LLIM will be accompanied by a courtesy publication distributed from the exhibition space including different visual and textual documents that have all been necessary in the creation process.
The artist: Lara Fluxà
Lara Fluxà (Palma, 1985) usually works with elements with their own poetic qualities that are close to us, like water or glass. The physical qualities of water and glass have led her to be interested in concepts such as fragility, stability and also scientific experimentation. Her works question the weakness of the balance of ecosystems. She has collaborated with institutions such as Lo Pati, Fundació Joan Miró, Museu d’Art Modern i Contemporani Es Baluard, Casal Solleric de Palma, Museu Marítim de Barcelona and Arts Santa Mònica, among others.

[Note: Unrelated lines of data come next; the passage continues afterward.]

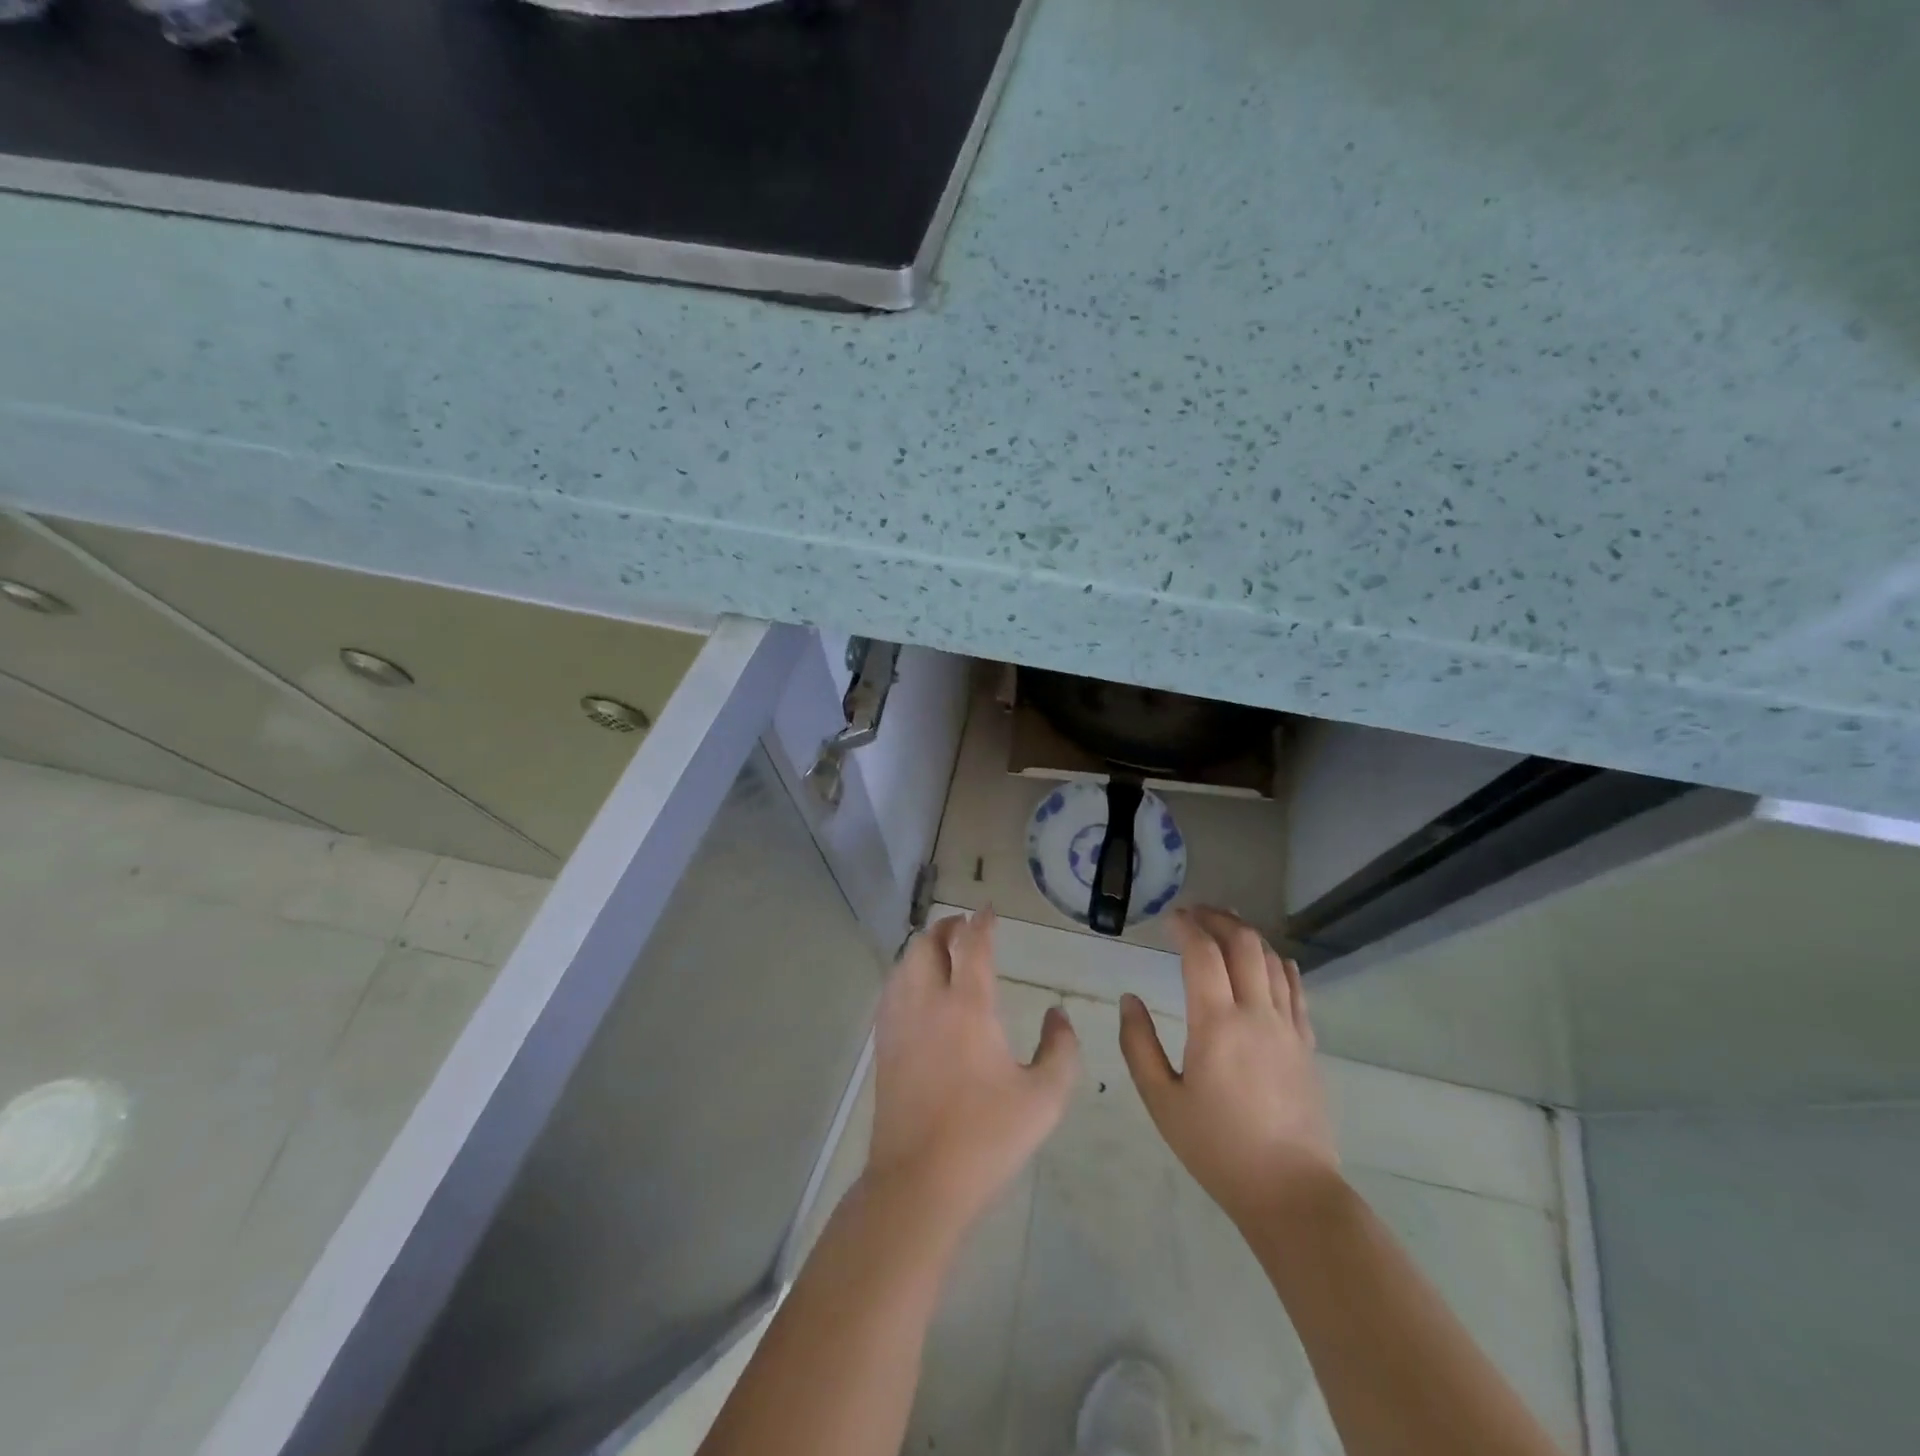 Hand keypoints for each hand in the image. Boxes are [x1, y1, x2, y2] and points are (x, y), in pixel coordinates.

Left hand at [865, 908, 1079, 1242]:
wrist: (919, 1181)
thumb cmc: (987, 1137)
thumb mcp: (1045, 1098)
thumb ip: (1061, 1049)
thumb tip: (1058, 1014)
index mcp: (968, 1006)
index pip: (972, 945)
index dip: (982, 923)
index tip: (988, 911)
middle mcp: (928, 1001)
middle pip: (928, 943)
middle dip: (947, 928)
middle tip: (965, 928)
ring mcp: (899, 1022)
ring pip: (904, 962)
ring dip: (924, 947)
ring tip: (942, 951)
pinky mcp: (883, 1044)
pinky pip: (891, 988)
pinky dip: (906, 972)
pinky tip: (917, 989)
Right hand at [1119, 907, 1337, 1228]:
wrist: (1290, 1192)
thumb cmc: (1217, 1147)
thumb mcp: (1161, 1100)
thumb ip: (1139, 1045)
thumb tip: (1130, 1000)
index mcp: (1217, 1024)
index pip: (1202, 953)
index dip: (1185, 927)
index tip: (1169, 917)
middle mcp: (1257, 1014)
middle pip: (1243, 944)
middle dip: (1218, 919)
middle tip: (1195, 913)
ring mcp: (1288, 1027)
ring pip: (1271, 960)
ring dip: (1247, 935)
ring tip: (1225, 925)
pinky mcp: (1306, 1045)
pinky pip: (1296, 989)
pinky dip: (1280, 963)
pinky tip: (1271, 958) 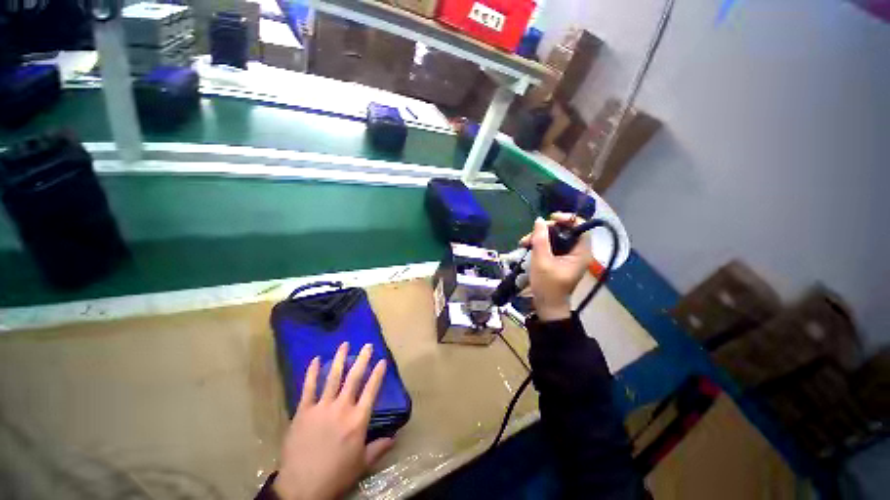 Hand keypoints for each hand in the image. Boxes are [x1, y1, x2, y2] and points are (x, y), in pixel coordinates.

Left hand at [274, 342, 393, 499]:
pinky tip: (315, 360)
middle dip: (362, 359)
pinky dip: (313, 373)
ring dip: (340, 359)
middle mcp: (342, 408)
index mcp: (358, 420)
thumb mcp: (361, 464)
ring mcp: (321, 407)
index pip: (372, 390)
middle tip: (367, 345)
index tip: (382, 360)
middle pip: (354, 378)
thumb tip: (395, 437)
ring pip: (333, 377)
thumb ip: (378, 448)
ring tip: (345, 344)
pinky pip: (309, 388)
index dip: (378, 374)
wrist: (301, 488)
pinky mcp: (303, 411)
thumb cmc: (335, 475)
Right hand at [519, 213, 593, 320]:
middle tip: (531, 234)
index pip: (580, 227)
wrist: (547, 306)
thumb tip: (539, 220)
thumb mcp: (542, 261)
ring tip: (524, 242)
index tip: (550, 218)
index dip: (567, 219)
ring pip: (555, 238)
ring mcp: (568, 256)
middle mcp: (577, 252)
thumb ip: (540, 240)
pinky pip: (551, 246)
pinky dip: (539, 244)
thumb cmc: (548, 285)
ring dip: (539, 237)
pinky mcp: (559, 260)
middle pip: (565, 231)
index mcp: (581, 253)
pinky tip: (527, 246)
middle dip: (547, 230) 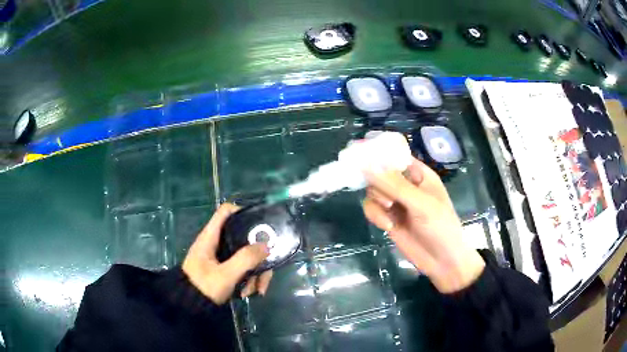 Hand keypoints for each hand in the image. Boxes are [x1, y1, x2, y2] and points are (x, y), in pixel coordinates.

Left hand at [182, 203, 272, 303]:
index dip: (243, 212)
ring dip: (255, 273)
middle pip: (243, 238)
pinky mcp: (224, 269)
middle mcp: (217, 243)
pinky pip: (242, 268)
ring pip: (245, 256)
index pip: (226, 211)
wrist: (189, 307)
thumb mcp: (225, 275)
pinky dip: (248, 279)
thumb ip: (245, 259)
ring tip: (256, 291)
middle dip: (257, 256)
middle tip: (264, 272)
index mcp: (211, 237)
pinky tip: (249, 293)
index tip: (261, 225)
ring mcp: (221, 257)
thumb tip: (266, 245)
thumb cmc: (203, 287)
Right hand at [362, 158, 484, 292]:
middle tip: (388, 198)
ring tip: (389, 210)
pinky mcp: (388, 218)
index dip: (378, 154)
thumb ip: (394, 185)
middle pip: (379, 172)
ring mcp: (396, 202)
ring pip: (372, 191)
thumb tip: (366, 165)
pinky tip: (387, 226)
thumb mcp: (421, 204)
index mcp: (418, 173)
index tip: (360, 155)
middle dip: (379, 184)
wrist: (442, 261)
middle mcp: (405, 184)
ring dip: (377, 200)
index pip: (394, 155)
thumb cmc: (440, 227)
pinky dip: (375, 215)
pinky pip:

The curator: Oriol Fontdevila
Oriol Fontdevila (Manresa, 1978) is a curator, writer and researcher focused on artistic practices and education. A doctoral candidate in Humanities and Communication at UOC, he has curated projects at many modern art centres and museums, such as Fundació Antoni Tàpies, Fundació Joan Miró, Centre d’Arts La Virreina, Centre d’Arts Santa Mònica, Centre de Cultura Contemporània El Carme de València and Vojvodina Contemporary Art Museum in Novi Sad, Serbia. His essay El arte de la mediación (The Art of Mediation) was published in 2018 by consonni, written thanks to a grant from MNCARS. He has collaborated on many books and modern art catalogues. He is currently an associate professor at EINA.
Commissioned and produced by the Institut Ramon Llull, public institution that promotes Catalan Language and Culture abroad.